Shares in infrastructure investment trust BBGI (BBGI) edged 0.5% higher to 171p in Friday morning trading as it raised its dividend target in a welcome boost for income investors.
BBGI said it was targeting a 2020 dividend of 7.18p per share, up 2.6% on the 2019 dividend, and a 2021 dividend of 7.33p per share, up 2.1% on the 2020 target.
It declared an interim dividend of 3.59p per share, covered 1.58 times by cash.
NO IMPACT FROM PANDEMIC
It comes after the FTSE 250 trust reported a rise in first-half net assets and said its portfolio experienced no material adverse operational or financial impact from the coronavirus pandemic, with cash receipts ahead of business plan.
BBGI’s net asset value (NAV) at the end of the six months to 30 June stood at 136.4p, an increase of 0.1% over the 136.2p recorded at the end of December, and at the lower end of analysts’ target range of 135p-140p.
Its investment basis NAV was up 0.3% to £860.8 million as at 30 June 2020, compared with £858.6 million seen at 31 December 2019.
It brings the total shareholder return since IPO to 136.2%, unmoved from the end of December, while the annualised shareholder return now stands at 10.6%, down from 11.3% at the end of 2019.

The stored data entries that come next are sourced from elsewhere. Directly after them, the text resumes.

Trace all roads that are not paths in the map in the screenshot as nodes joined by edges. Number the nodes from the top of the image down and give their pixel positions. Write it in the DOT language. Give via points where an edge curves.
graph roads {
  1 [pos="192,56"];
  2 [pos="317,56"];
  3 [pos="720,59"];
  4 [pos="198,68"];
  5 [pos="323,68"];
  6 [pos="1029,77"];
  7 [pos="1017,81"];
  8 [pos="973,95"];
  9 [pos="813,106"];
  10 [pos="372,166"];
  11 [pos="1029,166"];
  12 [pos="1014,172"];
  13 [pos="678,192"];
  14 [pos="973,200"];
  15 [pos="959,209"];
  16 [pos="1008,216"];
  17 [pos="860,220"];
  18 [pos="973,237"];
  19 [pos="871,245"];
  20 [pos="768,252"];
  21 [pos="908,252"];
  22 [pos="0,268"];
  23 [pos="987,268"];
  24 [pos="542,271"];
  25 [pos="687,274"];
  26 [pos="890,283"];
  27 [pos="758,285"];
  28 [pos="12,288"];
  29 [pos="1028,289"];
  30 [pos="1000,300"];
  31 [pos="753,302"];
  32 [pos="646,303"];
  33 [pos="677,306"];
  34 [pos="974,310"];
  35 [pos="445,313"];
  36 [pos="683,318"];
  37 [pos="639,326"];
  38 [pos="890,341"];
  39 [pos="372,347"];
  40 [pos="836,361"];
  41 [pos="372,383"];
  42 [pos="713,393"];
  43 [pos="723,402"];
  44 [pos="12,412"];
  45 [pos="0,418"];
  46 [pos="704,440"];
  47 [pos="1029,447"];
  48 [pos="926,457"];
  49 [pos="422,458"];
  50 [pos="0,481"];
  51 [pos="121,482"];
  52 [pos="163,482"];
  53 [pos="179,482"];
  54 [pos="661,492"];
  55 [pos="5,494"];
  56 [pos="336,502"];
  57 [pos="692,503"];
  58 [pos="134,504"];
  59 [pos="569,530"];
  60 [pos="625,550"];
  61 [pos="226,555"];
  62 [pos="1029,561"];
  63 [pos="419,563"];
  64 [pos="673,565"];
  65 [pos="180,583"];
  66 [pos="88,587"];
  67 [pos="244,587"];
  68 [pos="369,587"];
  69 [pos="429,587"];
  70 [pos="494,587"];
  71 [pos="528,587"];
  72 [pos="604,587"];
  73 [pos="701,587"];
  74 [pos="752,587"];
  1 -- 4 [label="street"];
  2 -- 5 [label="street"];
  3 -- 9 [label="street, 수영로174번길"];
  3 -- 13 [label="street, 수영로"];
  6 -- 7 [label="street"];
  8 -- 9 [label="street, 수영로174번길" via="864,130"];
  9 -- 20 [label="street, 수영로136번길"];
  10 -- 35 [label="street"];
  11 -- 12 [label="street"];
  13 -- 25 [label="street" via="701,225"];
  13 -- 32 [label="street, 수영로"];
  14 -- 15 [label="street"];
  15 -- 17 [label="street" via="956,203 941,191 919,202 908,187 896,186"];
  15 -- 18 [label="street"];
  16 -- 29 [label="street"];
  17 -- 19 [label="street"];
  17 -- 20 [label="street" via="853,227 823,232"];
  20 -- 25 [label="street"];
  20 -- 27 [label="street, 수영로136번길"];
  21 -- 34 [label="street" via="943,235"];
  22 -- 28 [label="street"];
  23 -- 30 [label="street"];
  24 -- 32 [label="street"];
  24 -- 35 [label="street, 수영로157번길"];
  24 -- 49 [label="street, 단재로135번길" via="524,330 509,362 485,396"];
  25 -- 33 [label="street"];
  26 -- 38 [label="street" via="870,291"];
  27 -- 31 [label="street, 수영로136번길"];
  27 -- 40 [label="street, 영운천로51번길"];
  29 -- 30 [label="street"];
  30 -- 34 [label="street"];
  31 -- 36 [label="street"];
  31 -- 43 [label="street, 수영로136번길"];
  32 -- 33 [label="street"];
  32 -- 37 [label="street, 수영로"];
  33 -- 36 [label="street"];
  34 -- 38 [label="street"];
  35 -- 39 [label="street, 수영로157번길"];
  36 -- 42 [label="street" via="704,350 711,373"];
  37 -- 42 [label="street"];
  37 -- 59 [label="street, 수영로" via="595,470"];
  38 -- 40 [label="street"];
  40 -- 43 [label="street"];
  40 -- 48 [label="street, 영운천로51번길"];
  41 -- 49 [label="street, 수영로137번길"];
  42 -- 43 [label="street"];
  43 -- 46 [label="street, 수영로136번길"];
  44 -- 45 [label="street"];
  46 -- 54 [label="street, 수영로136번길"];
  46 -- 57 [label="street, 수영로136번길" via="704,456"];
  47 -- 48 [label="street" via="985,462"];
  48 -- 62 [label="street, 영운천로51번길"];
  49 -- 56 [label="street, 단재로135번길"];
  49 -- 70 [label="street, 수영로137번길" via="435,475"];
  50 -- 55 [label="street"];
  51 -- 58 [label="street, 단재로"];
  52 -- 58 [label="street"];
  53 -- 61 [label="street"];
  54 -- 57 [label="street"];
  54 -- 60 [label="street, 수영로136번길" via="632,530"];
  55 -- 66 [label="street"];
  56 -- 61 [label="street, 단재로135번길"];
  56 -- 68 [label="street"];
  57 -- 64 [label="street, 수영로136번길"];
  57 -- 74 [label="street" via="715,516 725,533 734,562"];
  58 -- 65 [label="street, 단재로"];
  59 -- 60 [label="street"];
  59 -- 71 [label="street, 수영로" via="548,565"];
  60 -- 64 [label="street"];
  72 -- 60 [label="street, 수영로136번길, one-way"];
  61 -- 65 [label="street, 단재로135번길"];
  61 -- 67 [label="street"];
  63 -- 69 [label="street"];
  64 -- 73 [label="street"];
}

PORTFOLIO ‘RESILIENT’ DESPITE UNCERTAINTY
BBGI said its portfolio performance was ‘resilient’ during the first half of the year despite the wider market and economic uncertainty, thanks to its focus on ‘value preservation’ and the low-risk nature of the portfolio’s composition.
Around 99.8% of its assets – which include roads and bridges, as well as health, justice and education facilities – remained available during the period, with no material lock-ups or default events reported.
Going forward, chairman Sarah Whitney said the infrastructure sector will remain attractive, particularly given the ongoing low interest rate environment, and the fact many governments have signalled a commitment to infrastructure spending as part of a post-pandemic recovery, especially as the ‘headroom for sustained intense monetary policy declines’.